### EXERCISE PROMPT
Gather every line in the records below that contains the word "gradient".

Saved data entries:
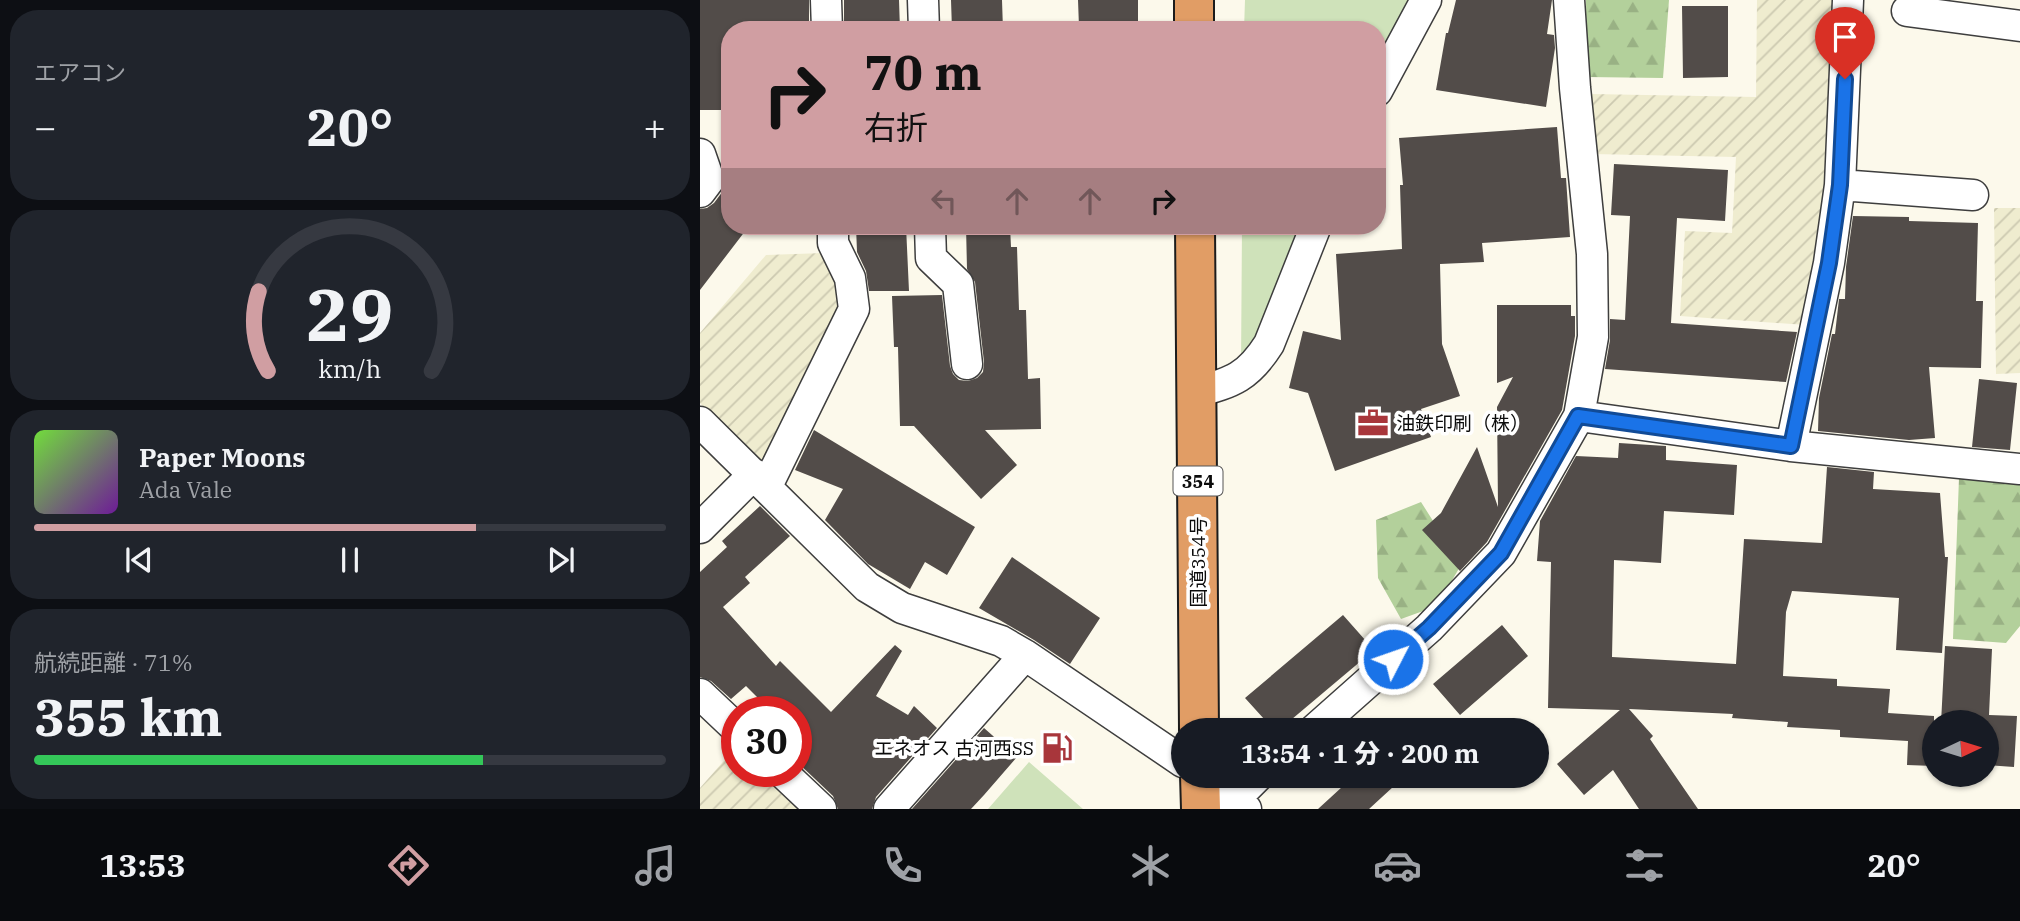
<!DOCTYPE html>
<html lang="ja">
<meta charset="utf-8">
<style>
:root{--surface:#171b24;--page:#20242c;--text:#f1f3f6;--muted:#9ea1a6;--line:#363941;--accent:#d09ea2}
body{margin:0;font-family:"IBM Plex Serif","Noto Sans JP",serif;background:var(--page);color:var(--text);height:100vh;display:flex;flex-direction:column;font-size:26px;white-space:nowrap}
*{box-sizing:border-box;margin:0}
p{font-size:23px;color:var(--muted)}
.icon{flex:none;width:38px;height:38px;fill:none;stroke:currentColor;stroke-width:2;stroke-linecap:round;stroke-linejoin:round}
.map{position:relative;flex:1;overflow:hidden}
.sheet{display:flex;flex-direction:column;gap:10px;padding:10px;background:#0d0f14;width:700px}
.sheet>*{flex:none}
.guide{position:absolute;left:21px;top:21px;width:665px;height:214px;border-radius:28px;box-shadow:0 2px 5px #0004;background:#d09ea2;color:#111;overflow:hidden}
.needle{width:46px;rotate:86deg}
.fabs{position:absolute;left:1222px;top:710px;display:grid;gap:14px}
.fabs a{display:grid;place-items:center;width:77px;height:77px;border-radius:50%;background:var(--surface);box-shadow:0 2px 5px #0004;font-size:35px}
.speed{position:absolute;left:21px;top:696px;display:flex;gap:14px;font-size:35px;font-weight:700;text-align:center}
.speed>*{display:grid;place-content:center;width:91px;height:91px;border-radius:50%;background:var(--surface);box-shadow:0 2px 5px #0004;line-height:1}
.speed .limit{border:10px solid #d22;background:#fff;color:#111}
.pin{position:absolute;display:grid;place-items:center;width:60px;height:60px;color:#fff;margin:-72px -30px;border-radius:50% 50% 50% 0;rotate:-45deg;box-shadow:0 0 7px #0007}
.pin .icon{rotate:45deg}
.me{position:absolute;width:77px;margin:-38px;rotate:49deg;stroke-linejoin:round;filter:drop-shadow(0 0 5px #0008)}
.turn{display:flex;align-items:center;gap:24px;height:147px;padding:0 28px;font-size:32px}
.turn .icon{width:91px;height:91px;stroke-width:2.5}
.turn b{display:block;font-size:49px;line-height:60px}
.lanes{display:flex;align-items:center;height:66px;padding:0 28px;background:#0003;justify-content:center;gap:35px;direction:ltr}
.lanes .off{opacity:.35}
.big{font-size:52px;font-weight:800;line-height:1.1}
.sheet .widget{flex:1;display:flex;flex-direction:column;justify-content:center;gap:10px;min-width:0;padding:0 24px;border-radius:28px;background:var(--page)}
.sheet .dial{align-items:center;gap:0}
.dial svg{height:182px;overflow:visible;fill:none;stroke:var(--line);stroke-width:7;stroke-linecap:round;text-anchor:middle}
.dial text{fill:var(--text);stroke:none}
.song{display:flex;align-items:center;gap:21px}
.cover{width:84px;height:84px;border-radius:10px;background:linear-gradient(135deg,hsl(100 70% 55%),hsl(280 70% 35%))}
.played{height:7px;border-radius:4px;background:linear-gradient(90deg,var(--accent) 70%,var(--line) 70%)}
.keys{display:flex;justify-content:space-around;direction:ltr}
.heat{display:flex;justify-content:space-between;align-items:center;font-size:38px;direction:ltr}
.charge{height:10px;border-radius:5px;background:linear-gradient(90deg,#34c759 71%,var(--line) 0)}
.trip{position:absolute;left:471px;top:718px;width:378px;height:70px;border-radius:35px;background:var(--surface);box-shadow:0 2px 5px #0004;font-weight:800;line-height:70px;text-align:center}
.tab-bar{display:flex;height:112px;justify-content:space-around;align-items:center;background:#090b0e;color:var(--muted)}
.tab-bar .icon{width:49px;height:49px}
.tab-bar .active{color:var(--accent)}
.tab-bar b{font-size:32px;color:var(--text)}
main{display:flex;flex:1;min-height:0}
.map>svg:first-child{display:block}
.farmland{fill:url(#farmland-furrows)}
.grass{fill:#cfe2ba}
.forest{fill:url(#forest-firs)}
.building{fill:#524c49}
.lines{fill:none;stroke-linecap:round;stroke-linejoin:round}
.street-casing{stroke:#3e3e3e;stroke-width:33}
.highway-casing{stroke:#1c1c1c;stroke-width:42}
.street{stroke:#fff;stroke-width:30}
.highway{stroke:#e19d65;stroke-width:38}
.route-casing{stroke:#114b97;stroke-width:18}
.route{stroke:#1a73e8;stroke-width:12}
.labels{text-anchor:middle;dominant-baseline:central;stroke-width:7;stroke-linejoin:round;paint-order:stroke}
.shield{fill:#fff;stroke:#545454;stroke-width:2}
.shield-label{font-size:18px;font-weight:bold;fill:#0b0b0b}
.poi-label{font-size:19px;fill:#0b0b0b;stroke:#fff;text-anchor:start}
.street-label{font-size:19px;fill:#0b0b0b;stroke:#fff}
</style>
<main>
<section class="sheet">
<div class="widget"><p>エアコン</p>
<div class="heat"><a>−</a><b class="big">20°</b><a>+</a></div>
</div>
<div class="widget dial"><svg viewBox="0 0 100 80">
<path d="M14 69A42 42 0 1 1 86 69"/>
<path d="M14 69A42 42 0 0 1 10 34" stroke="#d09ea2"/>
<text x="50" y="56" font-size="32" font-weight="700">29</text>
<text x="50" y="72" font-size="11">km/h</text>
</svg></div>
<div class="widget">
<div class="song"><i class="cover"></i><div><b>Paper Moons</b><p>Ada Vale</p></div></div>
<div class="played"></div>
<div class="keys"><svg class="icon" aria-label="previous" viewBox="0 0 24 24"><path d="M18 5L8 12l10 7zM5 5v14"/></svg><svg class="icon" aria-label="pause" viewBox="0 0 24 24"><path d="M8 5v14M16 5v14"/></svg><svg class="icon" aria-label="next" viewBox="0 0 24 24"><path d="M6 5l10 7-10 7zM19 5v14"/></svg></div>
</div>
<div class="widget"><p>航続距離 · 71%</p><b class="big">355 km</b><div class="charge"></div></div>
</section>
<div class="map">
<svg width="1320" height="809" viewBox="0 0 1320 809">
<defs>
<pattern id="farmland-furrows" width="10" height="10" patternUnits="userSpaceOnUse" patternTransform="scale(1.75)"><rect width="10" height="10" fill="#efeccf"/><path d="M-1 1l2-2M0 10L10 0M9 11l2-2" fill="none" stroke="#ccc9b0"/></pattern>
<pattern id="forest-firs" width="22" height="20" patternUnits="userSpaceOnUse" patternTransform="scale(1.75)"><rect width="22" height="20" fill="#b3d09b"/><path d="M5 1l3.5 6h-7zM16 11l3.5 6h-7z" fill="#99b184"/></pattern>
</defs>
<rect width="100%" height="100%" fill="#fcf9eb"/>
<path class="farmland" d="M1057 0H1137L1132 183 1106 325 980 316 985 231 1032 233 1036 157 892 154 891 94 1056 97Z
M1294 208H1320V373L1296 374Z
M124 253 146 309 65 475 0 403V333L66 255Z
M35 748 37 772H62L105 809H0V788Z"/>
<path class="grass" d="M545 0H726L677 100V30H544Z
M542 226H615L559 340 541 365Z
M329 762 383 809H288Z"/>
<path class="forest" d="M886 0H969L963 78 887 77Z
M1259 478 1320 479V626L1306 643 1253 639Z
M721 502 761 565 737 606 701 619 678 578 676 520Z"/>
<path class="building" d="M0 0H109V30H30V110H0Z
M144 0H199L200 30H144Z
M251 0H302L303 30H252Z
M378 0H438V27H379Z
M756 0H852L847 34 854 35 855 48 846 107 736 90 746 33H748Z
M982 6H1028V77L983 78Z
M857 127 861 178H866L870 237 782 243 784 262 740 264 742 344 760 396 721 409 731 437 635 471 608 393 589 388 603 331 641 340 636 254 702 249 700 185H703L699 138Z
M914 164 1028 170 1025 221 977 218 971 323 1097 332 1086 382 905 369 910 340V319L925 320 930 216 911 215Z
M30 166V226H49L0 290V209L7 208 14 203 23 191 26 182 25 172Z
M1153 216 1209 217V221L1278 223 1276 301H1283L1281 368 1229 367 1235 438 1209 440 1118 431 1119 398 1132 334H1135L1139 299H1145L1146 267Z
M156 226H206L209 291H169L166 271 157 252Z
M266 226H310L311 247H317L319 310H326L328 379 340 378 341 429 285 430 317 465 281 499 214 426H200L198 347H194L192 296 242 295 250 366 253 374 259 380 268 381 277 378 283 372 284 362 275 282 267 269Z
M797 305H871V316H875V336L862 410 787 542 760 571 722 530 741 513 777 447 798 507 797 407 813 377 797 383Z
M1279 379 1317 383 1310 450 1272 447Z
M114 430 275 527 247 575 225 562 210 589 168 564 125 520 143 489 95 470Z
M919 443 966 446V460L1037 465 1034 515 964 511 961 563 914 560 912 657 1036 664 1044 539 1122 543 1127 467 1174 472 1173 489 1240 493 1245 557H1248L1242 653 1196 650 1199 598 1092 591 1086 612 1083 676 1137 679V686L1190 689 1188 713 1234 716V766L1207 765 1208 741 1140 737V730L1087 727 1088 722 1032 718 1033 714 929 709 953 736 950 739 998 809H939L913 770 884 795 857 764 920 710 848 708 851 562 837 561 840 521 876 456 918 458Z
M60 506 90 536 45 577 50 583 23 607 76 666 80 661 131 712 195 645 202 651 176 696 208 715 214 706 237 728 176 797 172 809H138L133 796 96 761V712H72L46 686 31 699 11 681 0 677V572L27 547 22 541Z
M312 557 400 618 370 664 334 640 279 608Z
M643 615 674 650 579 730H574L545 698Z
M802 625 828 656 760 715 733 684Z
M1245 646 1292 649 1289 715 1317 716 1314 767 1286 765V723H1241Z
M284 728 317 757 284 795 271 809H212Z
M631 775H706L669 809H618L642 787Z"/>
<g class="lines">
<defs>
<path id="street" d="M126 0 127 30
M223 0 224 30
M1207 11 1320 26
M677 91 726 0
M0 154 9 180 0 192
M1140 185 1148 0
M230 226 231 258 258 284 267 364
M497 392C533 382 548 377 569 344L616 226
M879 416 1091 446 1320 469
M0 422 167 587 202 608 301 641 325 655 483 762
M1091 446 1129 263 1140 185 1273 195
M67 486 154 309 150 278 133 243V226
M0 528 54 474
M0 694 37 729
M614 730 729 628 801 553 879 416 893 337 892 254 875 88 869 0
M82 772 121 809
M501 800 533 801 546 809
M533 801 559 775
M189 809 325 655"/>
<path id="highway" d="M494 0V30
M495 226 499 730
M500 775 501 809"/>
</defs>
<use href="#street" class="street-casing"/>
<use href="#highway" class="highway-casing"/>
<use href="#street" class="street"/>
<use href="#highway" class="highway"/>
</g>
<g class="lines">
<defs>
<path id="route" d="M693 659 729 628 801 553 878 416 1091 446 1129 263 1140 185 1145 79"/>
</defs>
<use href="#route" class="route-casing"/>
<use href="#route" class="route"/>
</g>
<defs>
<symbol id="office-bare" viewBox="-9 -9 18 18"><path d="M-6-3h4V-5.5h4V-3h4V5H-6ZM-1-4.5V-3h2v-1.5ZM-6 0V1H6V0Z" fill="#a8363b" stroke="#fff" stroke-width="2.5" paint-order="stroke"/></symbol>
<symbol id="fuel-bare" viewBox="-9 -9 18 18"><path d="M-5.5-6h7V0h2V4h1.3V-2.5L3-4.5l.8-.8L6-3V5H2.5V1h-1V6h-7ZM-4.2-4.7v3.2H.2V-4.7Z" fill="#a8363b" stroke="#fff" stroke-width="2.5" paint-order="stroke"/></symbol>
</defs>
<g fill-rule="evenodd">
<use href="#office-bare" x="651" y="401" width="44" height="44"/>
<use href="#fuel-bare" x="335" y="726" width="44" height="44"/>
</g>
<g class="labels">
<rect class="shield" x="473.5" y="466.5" width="49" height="29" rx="5"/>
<g class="shield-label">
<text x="498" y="481">354</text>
</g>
<g class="poi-label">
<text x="696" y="423">油鉄印刷（株）</text>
<text x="334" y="748" text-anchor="end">エネオス 古河西SS</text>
</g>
<g class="street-label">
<text transform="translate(498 562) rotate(-90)">国道354号</text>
</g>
</g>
</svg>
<div class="fabs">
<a><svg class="needle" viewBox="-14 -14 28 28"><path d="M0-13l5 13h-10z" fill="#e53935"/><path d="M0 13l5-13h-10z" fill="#9ea1a6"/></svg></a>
</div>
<div class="speed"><div class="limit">30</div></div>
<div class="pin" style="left:1145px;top:79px;background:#d93025"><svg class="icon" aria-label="arrive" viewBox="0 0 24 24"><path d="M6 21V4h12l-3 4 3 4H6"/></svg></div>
<svg class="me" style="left:693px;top:659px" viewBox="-20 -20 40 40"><circle r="17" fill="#1a73e8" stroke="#fff" stroke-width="3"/><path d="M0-11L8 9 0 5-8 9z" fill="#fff"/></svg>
<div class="trip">13:54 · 1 分 · 200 m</div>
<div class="guide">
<div class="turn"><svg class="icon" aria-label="right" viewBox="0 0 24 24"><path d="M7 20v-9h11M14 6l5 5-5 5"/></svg><div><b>70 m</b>右折</div></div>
<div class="lanes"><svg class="icon off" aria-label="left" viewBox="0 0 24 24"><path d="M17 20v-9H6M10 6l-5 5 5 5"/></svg><svg class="icon off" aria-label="ahead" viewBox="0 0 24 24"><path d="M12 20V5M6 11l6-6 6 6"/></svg><svg class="icon off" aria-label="ahead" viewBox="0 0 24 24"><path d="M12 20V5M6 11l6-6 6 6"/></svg><svg class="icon" aria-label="right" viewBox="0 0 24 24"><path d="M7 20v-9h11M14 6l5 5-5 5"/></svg></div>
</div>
</div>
</main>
<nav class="tab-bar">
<b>13:53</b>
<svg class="icon active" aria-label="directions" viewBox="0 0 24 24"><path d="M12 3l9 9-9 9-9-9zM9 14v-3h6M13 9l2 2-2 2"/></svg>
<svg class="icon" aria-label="music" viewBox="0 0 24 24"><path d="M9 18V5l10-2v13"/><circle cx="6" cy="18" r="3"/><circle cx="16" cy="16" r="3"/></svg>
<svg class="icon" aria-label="phone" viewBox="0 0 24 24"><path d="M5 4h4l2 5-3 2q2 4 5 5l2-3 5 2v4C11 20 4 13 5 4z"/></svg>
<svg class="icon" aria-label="climate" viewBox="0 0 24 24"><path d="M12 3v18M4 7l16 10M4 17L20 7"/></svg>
<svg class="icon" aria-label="car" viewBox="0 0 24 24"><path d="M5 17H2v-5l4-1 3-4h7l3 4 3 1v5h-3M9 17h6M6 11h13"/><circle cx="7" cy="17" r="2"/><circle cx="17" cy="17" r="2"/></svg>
<svg class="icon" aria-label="filters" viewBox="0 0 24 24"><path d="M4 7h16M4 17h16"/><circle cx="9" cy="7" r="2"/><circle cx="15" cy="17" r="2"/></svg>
<b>20°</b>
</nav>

### RESULT FOR THIS EXERCISE
.cover{width:84px;height:84px;border-radius:10px;background:linear-gradient(135deg,hsl(100 70% 55%),hsl(280 70% 35%))}
.played{height:7px;border-radius:4px;background:linear-gradient(90deg,var(--accent) 70%,var(--line) 70%)}
.charge{height:10px;border-radius:5px;background:linear-gradient(90deg,#34c759 71%,var(--line) 0)}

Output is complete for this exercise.